**Problem requirements:** Type out the data again, word for word and in full.

Stored data entries
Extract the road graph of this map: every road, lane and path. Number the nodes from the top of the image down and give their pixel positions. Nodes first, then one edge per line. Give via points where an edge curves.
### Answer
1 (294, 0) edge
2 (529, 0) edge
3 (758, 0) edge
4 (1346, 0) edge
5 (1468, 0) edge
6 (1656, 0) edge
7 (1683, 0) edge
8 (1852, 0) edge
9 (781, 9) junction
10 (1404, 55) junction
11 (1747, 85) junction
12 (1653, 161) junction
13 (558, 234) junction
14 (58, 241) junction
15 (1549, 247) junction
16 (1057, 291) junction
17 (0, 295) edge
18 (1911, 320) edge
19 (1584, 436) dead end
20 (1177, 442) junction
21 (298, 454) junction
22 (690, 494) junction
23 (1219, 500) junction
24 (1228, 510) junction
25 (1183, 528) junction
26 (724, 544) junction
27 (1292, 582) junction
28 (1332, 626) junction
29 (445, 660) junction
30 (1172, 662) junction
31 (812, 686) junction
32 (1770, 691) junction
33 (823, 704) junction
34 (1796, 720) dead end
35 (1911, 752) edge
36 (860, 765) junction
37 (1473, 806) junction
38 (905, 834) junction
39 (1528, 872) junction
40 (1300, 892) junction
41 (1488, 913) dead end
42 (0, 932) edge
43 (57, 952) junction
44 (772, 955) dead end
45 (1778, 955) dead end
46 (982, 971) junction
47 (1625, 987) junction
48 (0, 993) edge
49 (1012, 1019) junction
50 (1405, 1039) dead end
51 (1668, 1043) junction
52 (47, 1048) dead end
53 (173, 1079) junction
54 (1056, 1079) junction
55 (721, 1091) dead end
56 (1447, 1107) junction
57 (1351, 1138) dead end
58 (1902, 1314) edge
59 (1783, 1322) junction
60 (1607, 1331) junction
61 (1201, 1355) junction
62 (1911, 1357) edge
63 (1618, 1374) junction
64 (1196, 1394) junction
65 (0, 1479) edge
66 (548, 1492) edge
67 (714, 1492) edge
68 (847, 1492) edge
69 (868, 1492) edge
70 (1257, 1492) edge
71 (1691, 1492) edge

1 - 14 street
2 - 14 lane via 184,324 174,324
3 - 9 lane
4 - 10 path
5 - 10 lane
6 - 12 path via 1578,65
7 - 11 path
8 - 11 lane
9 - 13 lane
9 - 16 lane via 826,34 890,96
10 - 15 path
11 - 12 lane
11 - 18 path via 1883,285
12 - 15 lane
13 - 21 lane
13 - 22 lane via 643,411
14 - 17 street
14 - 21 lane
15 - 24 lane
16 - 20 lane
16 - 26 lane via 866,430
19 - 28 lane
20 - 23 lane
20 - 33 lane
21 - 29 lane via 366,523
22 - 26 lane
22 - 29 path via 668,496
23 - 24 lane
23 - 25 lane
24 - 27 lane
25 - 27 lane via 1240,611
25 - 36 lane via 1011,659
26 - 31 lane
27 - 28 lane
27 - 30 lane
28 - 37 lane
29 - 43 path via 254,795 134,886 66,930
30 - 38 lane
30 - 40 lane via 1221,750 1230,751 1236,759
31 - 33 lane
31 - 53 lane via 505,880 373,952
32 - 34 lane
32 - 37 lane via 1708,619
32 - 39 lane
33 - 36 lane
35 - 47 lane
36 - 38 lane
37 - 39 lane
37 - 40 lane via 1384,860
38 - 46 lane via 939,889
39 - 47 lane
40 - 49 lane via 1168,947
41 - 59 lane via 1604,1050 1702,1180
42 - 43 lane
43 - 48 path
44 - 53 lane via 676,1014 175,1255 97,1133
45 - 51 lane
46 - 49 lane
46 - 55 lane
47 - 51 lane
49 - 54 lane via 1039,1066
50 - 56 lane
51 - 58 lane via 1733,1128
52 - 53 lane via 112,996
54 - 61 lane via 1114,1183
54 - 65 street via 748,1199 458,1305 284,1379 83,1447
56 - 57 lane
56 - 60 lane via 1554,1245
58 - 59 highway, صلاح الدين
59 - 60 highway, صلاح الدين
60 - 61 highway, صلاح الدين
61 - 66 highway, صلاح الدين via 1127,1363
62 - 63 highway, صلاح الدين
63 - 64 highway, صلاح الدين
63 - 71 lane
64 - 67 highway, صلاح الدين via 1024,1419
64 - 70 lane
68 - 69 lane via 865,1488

**Response to this task:**
Extract the road graph of this map: every road, lane and path. Number the nodes from the top of the image down and give their pixel positions. Nodes first, then one edge per line. Give via points where an edge curves.
### Answer
1 (294, 0) edge
2 (529, 0) edge
3 (758, 0) edge
4 (1346, 0) edge
5 (1468, 0) edge
6 (1656, 0) edge
7 (1683, 0) edge
8 (1852, 0) edge
9 (781, 9) junction
10 (1404, 55) junction
11 (1747, 85) junction
12 (1653, 161) junction
13 (558, 234) junction
14 (58, 241) junction
15 (1549, 247) junction
16 (1057, 291) junction
17 (0, 295) edge
18 (1911, 320) edge
19 (1584, 436) dead end
20 (1177, 442) junction
21 (298, 454) junction
22 (690, 494) junction
23 (1219, 500) junction
24 (1228, 510) junction
25 (1183, 528) junction
26 (724, 544) junction
27 (1292, 582) junction
28 (1332, 626) junction
29 (445, 660) junction
30 (1172, 662) junction
31 (812, 686) junction
32 (1770, 691) junction
33 (823, 704) junction
34 (1796, 720) dead end
35 (1911, 752) edge
36 (860, 765) junction
37 (1473, 806) junction
38 (905, 834) junction
39 (1528, 872) junction
40 (1300, 892) junction
41 (1488, 913) dead end
42 (0, 932) edge
43 (57, 952) junction
44 (772, 955) dead end
45 (1778, 955) dead end
46 (982, 971) junction
47 (1625, 987) junction
48 (0, 993) edge
49 (1012, 1019) junction
50 (1405, 1039) dead end
51 (1668, 1043) junction
52 (47, 1048) dead end
53 (173, 1079) junction
54 (1056, 1079) junction
55 (721, 1091) dead end
56 (1447, 1107) junction
57 (1351, 1138) dead end
58 (1902, 1314) edge
59 (1783, 1322) junction
60 (1607, 1331) junction
61 (1201, 1355) junction
62 (1911, 1357) edge
63 (1618, 1374) junction
64 (1196, 1394) junction
65 (0, 1479) edge
66 (548, 1492) edge
67 (714, 1492) edge
68 (847, 1492) edge
69 (868, 1492) edge
70 (1257, 1492) edge
71 (1691, 1492) edge

1 - 14 street
2 - 14 lane via 184,324 174,324
3 - 9 lane
4 - 10 path
5 - 10 lane
6 - 12 path via 1578,65
7 - 11 path
8 - 11 lane
9 - 13 lane
9 - 16 lane via 826,34 890,96
10 - 15 path
11 - 12 lane
11 - 18 path via 1883,285
12 - 15 lane
13 - 21 lane
13 - 22 lane via 643,411
14 - 17 street
14 - 21 lane
15 - 24 lane
16 - 20 lane
16 - 26 lane via 866,430
19 - 28 lane
20 - 23 lane
20 - 33 lane
21 - 29 lane via 366,523
22 - 26 lane
22 - 29 path via 668,496
23 - 24 lane
23 - 25 lane
24 - 27 lane
25 - 27 lane via 1240,611
25 - 36 lane via 1011,659
26 - 31 lane
27 - 28 lane
27 - 30 lane
28 - 37 lane
29 - 43 path via 254,795 134,886 66,930
30 - 38 lane
30 - 40 lane via 1221,750 1230,751 1236,759
31 - 33 lane
31 - 53 lane via 505,880 373,952
32 - 34 lane
32 - 37 lane via 1708,619
32 - 39 lane
33 - 36 lane
35 - 47 lane
36 - 38 lane
37 - 39 lane
37 - 40 lane via 1384,860
38 - 46 lane via 939,889
39 - 47 lane
40 - 49 lane via 1168,947
41 - 59 lane via 1604,1050 1702,1180
42 - 43 lane
43 - 48 path
44 - 53 lane via 676,1014 175,1255 97,1133
45 - 51 lane
46 - 49 lane
46 - 55 lane
47 - 51 lane
49 - 54 lane via 1039,1066
50 - 56 lane
51 - 58 lane via 1733,1128
52 - 53 lane via 112,996
54 - 61 lane via 1114,1183
54 - 65 street via 748,1199 458,1305 284,1379 83,1447
56 - 57 lane
56 - 60 lane via 1554,1245
58 - 59 highway, صلاح الدين
59 - 60 highway, صلاح الدين
60 - 61 highway, صلاح الدين
61 - 66 highway, صلاح الدين via 1127,1363
62 - 63 highway, صلاح الدين
63 - 64 highway, صلاح الدين
63 - 71 lane
64 - 67 highway, صلاح الدين via 1024,1419
64 - 70 lane
68 - 69 lane via 865,1488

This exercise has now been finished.